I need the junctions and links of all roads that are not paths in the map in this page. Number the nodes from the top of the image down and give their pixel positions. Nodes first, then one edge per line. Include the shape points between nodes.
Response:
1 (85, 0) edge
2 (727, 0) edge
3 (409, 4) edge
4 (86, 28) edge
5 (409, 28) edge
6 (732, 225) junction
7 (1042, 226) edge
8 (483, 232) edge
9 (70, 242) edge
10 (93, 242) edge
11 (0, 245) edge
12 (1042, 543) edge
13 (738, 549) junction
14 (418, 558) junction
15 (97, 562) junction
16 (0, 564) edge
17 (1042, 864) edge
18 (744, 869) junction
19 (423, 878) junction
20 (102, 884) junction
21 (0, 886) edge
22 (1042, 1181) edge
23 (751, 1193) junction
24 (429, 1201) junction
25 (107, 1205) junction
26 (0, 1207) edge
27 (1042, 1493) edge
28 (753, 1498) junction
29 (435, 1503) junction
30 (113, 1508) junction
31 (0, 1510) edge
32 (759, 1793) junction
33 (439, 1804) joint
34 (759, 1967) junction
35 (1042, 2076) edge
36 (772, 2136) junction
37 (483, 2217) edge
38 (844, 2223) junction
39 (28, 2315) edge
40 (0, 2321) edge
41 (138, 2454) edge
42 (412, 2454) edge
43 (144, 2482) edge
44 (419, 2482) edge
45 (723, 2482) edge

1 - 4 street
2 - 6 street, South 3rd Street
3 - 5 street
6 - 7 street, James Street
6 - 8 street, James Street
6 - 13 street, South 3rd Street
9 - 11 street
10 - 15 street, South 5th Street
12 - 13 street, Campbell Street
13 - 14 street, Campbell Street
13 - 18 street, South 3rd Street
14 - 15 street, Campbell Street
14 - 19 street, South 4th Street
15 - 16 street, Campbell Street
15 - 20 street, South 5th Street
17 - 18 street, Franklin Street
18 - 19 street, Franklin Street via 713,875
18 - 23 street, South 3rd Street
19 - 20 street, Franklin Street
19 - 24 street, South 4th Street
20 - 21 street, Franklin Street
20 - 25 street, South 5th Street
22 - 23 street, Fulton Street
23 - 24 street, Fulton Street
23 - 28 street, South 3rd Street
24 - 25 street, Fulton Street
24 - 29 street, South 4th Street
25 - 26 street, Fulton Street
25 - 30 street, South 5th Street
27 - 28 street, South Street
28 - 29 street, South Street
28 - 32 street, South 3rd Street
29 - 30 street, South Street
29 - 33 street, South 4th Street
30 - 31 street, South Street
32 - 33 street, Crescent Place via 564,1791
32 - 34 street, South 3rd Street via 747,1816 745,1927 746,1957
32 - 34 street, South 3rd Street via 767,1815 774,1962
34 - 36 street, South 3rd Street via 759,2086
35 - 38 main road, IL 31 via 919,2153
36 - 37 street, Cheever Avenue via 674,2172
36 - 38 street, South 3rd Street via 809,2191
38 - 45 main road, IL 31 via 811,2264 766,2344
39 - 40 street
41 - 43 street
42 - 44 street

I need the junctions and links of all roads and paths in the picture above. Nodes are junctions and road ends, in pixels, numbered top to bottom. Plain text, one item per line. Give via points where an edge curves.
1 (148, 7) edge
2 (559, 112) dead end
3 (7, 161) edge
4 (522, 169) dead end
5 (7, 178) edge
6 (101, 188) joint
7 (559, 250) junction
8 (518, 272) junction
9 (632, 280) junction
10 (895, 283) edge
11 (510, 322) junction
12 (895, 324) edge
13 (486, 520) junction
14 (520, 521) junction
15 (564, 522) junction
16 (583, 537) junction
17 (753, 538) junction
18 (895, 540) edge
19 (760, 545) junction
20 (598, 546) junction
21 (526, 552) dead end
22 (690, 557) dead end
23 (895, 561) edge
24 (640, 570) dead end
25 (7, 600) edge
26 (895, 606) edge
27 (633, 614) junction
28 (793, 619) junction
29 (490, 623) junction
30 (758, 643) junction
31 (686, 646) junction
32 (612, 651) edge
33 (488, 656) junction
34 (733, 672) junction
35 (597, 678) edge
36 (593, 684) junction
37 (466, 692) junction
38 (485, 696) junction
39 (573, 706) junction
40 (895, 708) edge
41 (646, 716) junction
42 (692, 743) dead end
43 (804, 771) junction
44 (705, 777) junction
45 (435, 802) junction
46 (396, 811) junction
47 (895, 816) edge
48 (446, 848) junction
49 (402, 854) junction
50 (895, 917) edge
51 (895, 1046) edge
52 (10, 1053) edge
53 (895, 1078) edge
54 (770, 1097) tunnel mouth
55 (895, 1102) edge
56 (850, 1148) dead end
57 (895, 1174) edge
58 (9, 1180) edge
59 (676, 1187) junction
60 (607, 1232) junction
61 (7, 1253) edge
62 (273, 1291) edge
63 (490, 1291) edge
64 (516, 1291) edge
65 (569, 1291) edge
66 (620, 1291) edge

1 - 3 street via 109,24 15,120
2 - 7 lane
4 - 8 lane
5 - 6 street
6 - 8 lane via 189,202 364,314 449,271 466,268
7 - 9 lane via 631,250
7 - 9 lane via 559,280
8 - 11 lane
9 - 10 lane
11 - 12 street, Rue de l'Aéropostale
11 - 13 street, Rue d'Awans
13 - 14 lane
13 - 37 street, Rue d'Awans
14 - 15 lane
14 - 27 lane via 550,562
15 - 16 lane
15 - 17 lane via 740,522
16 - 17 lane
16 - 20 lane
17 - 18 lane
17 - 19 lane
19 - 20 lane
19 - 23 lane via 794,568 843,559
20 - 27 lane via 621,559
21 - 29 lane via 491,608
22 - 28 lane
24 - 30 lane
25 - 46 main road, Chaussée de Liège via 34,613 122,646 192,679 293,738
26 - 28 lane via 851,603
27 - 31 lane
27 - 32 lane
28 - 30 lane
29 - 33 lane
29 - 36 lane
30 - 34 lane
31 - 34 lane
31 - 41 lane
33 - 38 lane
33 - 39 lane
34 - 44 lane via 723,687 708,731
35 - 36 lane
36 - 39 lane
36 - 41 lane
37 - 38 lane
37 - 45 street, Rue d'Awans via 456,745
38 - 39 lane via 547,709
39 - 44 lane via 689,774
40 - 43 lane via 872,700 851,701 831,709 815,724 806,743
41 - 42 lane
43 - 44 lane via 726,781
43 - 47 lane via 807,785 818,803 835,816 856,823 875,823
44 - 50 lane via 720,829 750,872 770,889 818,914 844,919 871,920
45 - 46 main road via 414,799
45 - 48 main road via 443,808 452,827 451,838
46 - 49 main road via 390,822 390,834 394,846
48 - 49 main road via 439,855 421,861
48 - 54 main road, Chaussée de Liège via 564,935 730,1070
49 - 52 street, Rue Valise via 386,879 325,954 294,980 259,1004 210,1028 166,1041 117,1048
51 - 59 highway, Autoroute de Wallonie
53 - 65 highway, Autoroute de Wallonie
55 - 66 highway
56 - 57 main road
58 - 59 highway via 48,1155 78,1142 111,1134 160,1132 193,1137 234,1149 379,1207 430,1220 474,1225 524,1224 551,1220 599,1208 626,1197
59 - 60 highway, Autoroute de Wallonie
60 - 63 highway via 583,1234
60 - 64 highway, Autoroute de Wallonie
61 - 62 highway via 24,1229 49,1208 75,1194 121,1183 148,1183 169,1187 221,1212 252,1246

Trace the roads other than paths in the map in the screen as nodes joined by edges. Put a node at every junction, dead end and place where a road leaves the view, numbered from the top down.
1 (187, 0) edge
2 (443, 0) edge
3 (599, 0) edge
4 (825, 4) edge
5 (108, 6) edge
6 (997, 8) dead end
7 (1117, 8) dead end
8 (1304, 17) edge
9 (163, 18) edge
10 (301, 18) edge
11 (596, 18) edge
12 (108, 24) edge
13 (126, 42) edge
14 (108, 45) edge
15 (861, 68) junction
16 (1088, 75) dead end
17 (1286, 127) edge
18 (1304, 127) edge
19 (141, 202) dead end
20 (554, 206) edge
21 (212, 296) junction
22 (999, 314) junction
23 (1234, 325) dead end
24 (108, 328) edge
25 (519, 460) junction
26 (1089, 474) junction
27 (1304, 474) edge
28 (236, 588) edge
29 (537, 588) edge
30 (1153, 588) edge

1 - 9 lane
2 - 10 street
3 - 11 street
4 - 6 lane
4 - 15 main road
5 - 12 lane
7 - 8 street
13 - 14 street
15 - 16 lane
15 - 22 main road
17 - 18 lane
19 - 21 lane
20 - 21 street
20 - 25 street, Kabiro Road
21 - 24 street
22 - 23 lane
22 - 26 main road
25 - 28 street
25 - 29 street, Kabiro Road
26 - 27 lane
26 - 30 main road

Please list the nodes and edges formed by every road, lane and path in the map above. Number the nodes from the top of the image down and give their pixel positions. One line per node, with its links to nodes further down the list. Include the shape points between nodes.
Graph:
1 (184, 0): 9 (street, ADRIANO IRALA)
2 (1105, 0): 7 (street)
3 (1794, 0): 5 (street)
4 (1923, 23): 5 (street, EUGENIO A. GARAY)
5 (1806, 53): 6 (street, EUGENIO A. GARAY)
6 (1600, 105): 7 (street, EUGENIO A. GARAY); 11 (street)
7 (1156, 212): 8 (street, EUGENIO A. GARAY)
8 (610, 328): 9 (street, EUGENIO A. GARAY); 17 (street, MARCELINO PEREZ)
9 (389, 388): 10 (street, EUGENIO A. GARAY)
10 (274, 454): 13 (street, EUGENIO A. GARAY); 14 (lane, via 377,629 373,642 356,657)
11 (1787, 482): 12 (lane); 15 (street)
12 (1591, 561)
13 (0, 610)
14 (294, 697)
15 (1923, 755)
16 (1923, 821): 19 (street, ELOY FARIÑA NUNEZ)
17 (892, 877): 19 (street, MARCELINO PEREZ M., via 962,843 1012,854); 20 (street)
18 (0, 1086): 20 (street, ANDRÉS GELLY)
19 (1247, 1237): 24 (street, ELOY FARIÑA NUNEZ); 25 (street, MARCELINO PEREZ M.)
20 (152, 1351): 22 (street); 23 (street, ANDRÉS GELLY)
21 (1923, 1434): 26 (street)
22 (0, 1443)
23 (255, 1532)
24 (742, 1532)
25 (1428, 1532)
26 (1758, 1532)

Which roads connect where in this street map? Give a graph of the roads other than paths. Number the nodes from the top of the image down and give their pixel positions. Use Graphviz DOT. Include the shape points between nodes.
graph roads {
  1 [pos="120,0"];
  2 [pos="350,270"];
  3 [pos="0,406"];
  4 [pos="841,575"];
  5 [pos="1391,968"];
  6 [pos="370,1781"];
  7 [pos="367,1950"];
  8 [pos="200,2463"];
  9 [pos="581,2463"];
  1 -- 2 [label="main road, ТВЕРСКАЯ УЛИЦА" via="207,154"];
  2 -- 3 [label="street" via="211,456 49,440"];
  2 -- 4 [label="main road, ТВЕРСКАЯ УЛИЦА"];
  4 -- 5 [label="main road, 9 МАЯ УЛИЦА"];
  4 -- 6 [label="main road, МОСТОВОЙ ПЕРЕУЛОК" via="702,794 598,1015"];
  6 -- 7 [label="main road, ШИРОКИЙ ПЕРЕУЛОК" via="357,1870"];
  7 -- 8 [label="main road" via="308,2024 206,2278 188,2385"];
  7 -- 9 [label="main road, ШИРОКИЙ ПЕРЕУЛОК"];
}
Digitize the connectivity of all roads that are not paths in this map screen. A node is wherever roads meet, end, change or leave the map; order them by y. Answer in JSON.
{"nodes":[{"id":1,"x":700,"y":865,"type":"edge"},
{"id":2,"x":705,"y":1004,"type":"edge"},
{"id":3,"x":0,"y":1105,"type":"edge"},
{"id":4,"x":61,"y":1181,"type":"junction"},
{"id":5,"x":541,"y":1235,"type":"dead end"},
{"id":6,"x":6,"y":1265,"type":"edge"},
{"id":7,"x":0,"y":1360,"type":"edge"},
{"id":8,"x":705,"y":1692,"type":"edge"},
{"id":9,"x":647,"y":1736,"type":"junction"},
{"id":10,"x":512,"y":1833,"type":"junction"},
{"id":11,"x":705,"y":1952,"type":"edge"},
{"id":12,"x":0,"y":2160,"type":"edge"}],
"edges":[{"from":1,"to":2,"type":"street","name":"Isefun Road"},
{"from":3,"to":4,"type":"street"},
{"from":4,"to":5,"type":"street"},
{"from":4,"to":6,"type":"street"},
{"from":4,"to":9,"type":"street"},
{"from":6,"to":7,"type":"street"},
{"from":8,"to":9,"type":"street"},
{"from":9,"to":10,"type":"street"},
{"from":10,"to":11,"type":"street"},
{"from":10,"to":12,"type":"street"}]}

--- Task to carry out ---
If a line in the material above contains the word "every", copy it.

--- Your response ---
Trace the roads other than paths in the map in the screen as nodes joined by edges. Put a node at every junction, dead end and place where a road leaves the view, numbered from the top down.
Please list the nodes and edges formed by every road, lane and path in the map above. Number the nodes from the top of the image down and give their pixel positions. One line per node, with its links to nodes further down the list. Include the shape points between nodes.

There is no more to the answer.